Wood is the oldest fuel known to man. Burning wood rather than fossil fuels can reduce the carbon dioxide emissions responsible for global climate change.
Wood fuel is carbon dioxide (C02) neutral. It gives off only as much CO2 when burnt as it stores during its lifetime. In addition, wood fuel has very low levels of sulphur, a chemical that contributes to acid rain.

Biomass refers to energy produced by the combustion or gasification of organic material. It includes short - rotation coppice, forestry waste and chicken litter.

Growing crops for fuel, particularly wood coppice, offers very promising developments for the future. Short rotation arable coppicing, using fast growing willows, is currently seen as an important source of fuel for electricity generation in the UK.
Biomass has some attractions as a fuel over some other renewables since it is not an intermittent resource - it can be supplied on a continuous basis to fuel base load plants.

The overall process involves several stages - growing over two or three years, cutting and converting to wood chip, storage and drying, transport to a power plant for combustion.

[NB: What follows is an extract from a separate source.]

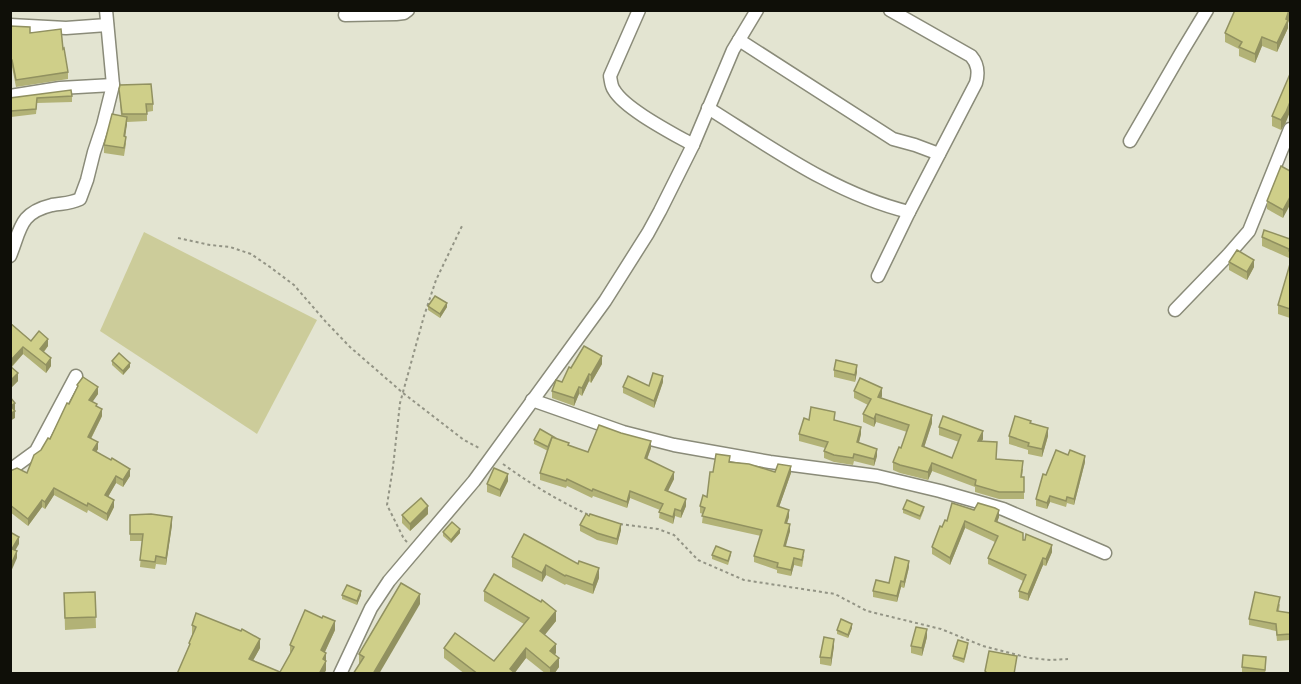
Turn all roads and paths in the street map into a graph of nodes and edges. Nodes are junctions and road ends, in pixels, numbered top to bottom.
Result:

Energy from crops has been recognised as a potential key renewables market segment in the UK Government's Renewables Policy.
A number of biomass schemes, including forest waste, are currently under development in the UK. The £28m Arbre project in Yorkshire is an example of an advanced wood fired gasification/turbine plant.
Biomass heating is now being used in several of the most innovative building projects in the UK - for example the Norman Foster designed greenhouse of the Welsh National Botanic Gardens and the Eden project in Cornwall.

Biofuels

There are other crops that can be grown to produce fuels, in the form of oil, for use in specially converted engines. These are called Biodiesels. Oilseed rape is one crop that can be used in this way.

Other crops can be grown for direct burning. These are called Biofuels. Growing crops for fuel may provide a useful alternative for farmers at a time when there is a falling demand for traditional produce.